Not even close. Your house investment would have had to grow by 389% to have kept pace with the growth of gold as of today, based on gold selling for an average price of $386.20 in 1990. In that time, you'd have paid a huge percentage of money in real estate taxes, so the real gain would be much smaller. Price, as I type, is set @ $1,504.60 for gold. Again, has gold really gone up? I don't think so. I think the dollar has gone down, and prices on EVERYTHING indicate I'm right, or are you still filling your tank for 22 cents/gallon.

Remember those day?

I do!

Assuming one's home had grown in value, it sure as hell isn't worth that much today, and may not be again. Do you find that houses that are on the market are selling for advertised prices? Here, they're selling for roughly 25% less than asking price, assuming they're selling at all, and few are.

It appears, at least to me, that people think of recent events as just a bump in the road, and we'll return to business as usual. I don't think so. The days of crazy price increases (and "free money") are gone, and if they aren't, we're screwed.

Harold

Reply to
Harold & Susan Vordos

And would those taxes be more than the rent you are paying without a house? Or are you living in your lump of gold?

Reply to
jim

If you had enough gold, you could build a "mammoth car" out of gold and live in it.

Reply to
ATP

Auric goldfinger did that in 1963.

Best Regards Tom.

Reply to
azotic

Your calculation omits a couple of substantial considerations.

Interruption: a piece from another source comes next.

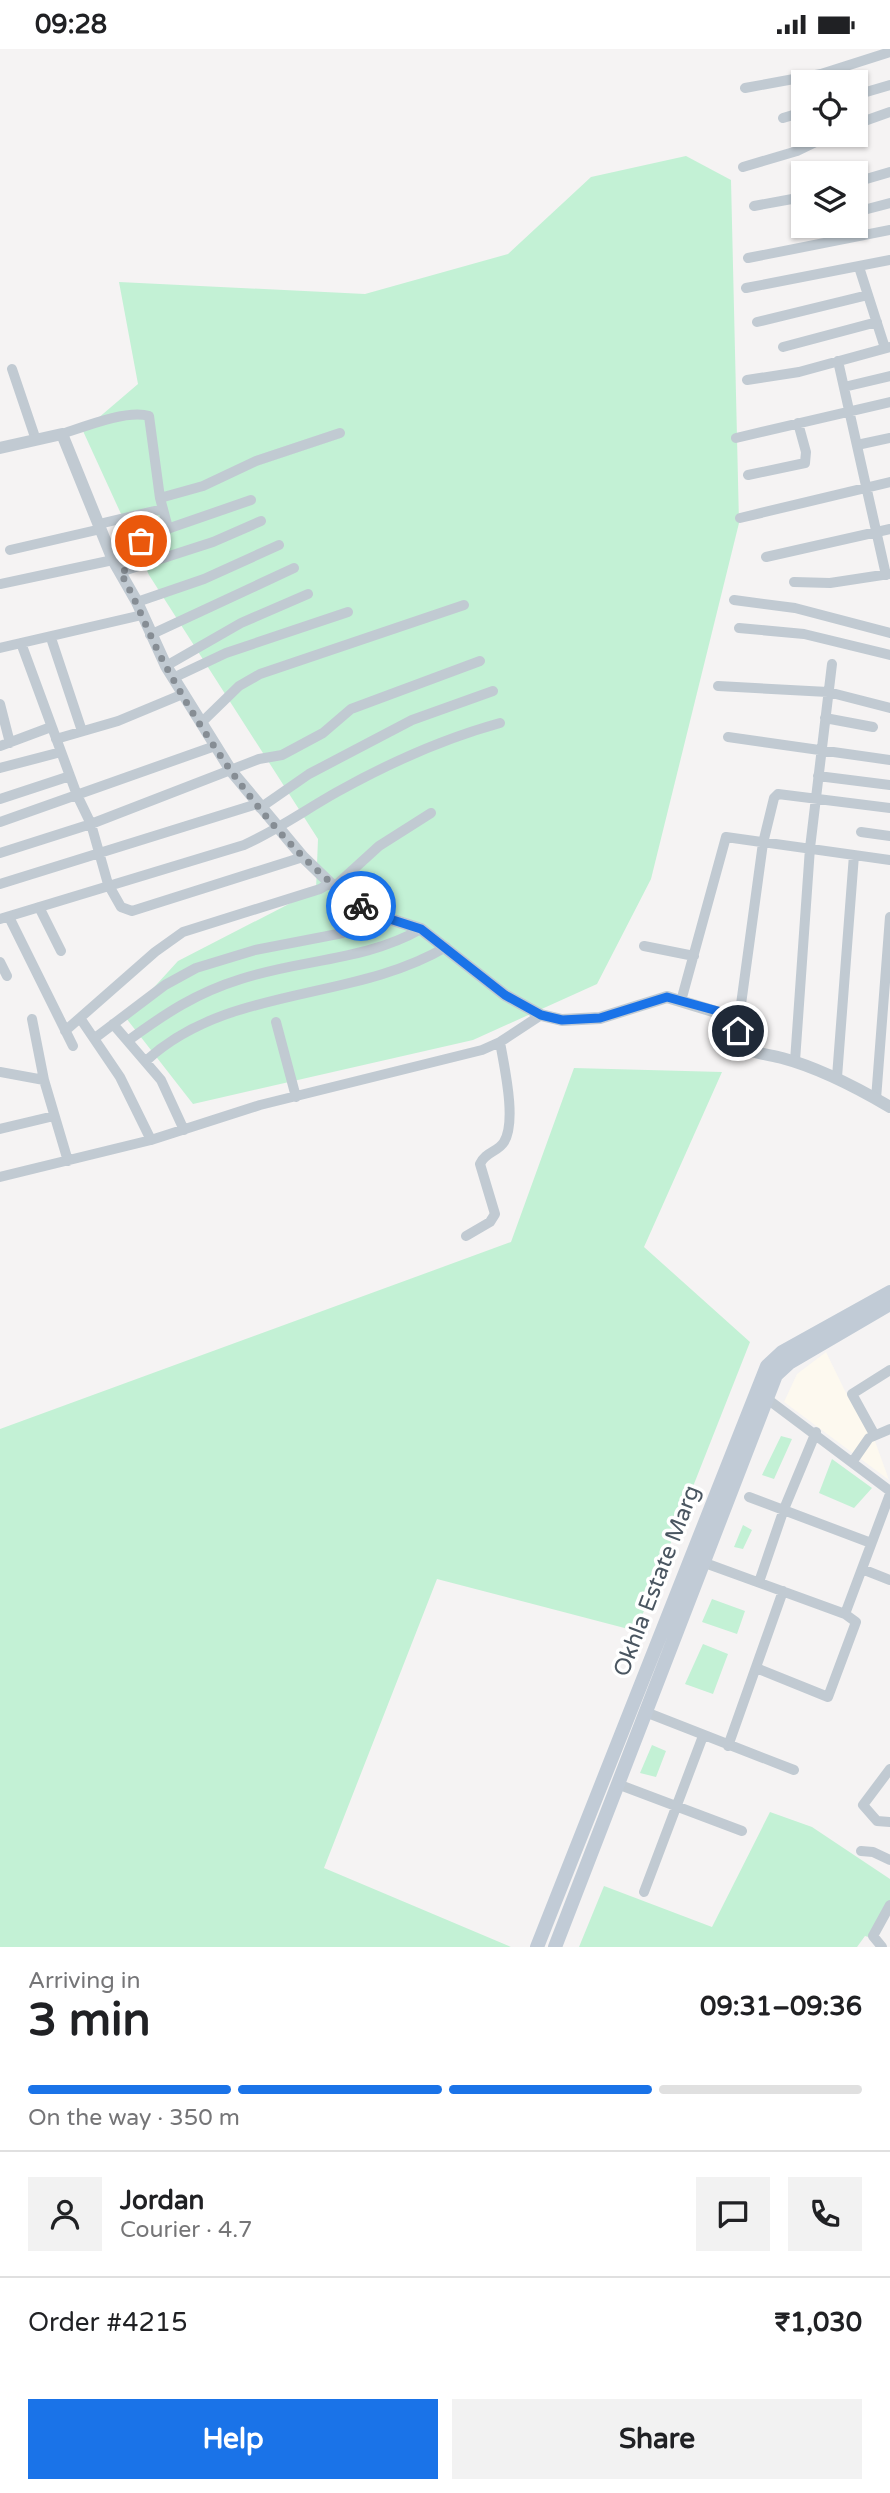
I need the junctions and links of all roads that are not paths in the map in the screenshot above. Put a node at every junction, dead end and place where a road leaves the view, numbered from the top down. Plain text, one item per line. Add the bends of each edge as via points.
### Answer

1) Mortgage interest is tax deductable. The government will help me pay for my investment.

2) I can live in the house.

3) I can rent the property and generate cash flow. Under those circumstances, not only does the mortgage interest come off the top, so do all of the other things required to maintain the property including insurances and taxes..

4) A rental depreciates, giving me substantial tax benefit in the absence of cash outlay's.

5) I've got a mortgage and a property along with my cash. You'll probably have to pay cash for your gold.

6) Property values, after adjusting for our latest financial garbage, are significantly higher today than in 1990. I've realized a substantial gain and my property is still either a roof over my head or generating cash flow.

7) Home equity is a lot more liquid than gold and it's unlikely that anyone would shoot me and run off with my property. Gold is portable.

All of that value has to be factored in to any investment calculation.

Me too.

Offers and bids are pretty well aligned around here. Values have generally stabilized but continue to decline in many markets. I wouldn't be surprised to see residential property end up down another 15 percent for the year.

We might be screwed anyway but people will still need a roof. Gold? Not so much unless it suddenly becomes an accepted means for trade. Being hard to value, a given in turbulent times, that is very unlikely. A bow or a well on the other hand, would be both useful for it's utility value and/or trade.

The price of gold isn't driven by ratinal forces. It's price today includes a large emotional component that will evaporate if currency's fail. Utility value will rule that day.

Reply to
John R. Carroll

I also don't know that tulips, houses and shares of GM stock won't steadily increase in price at a faster pace than gold forever maybe they will who knows

Reply to
jim

No need to continue this conversation. You're presenting comments that aren't relevant. Looking more and more like a troll. Go play in the quicksand, sonny.

Harold

Reply to
Harold & Susan Vordos

"Stormin Mormon" on Tue, 28 Jun

2011 10:15:40 -0400 typed in rec.crafts.metalworking the following:

Naturally. But all things being equal, I' more likely to buy from "Brother Bob", than "Bob the dealer." People tend to aim their business to people they know. Know from their church/synagogue/mosque/temple, their Fraternal Organization, the political party, their work. I get my dental service from the DDS who hired my friend at church, I bought the house from the agency where my friend worked. The loan was dealt with by the folks the guy at work recommended. It's called "marketing" word of mouth, etc.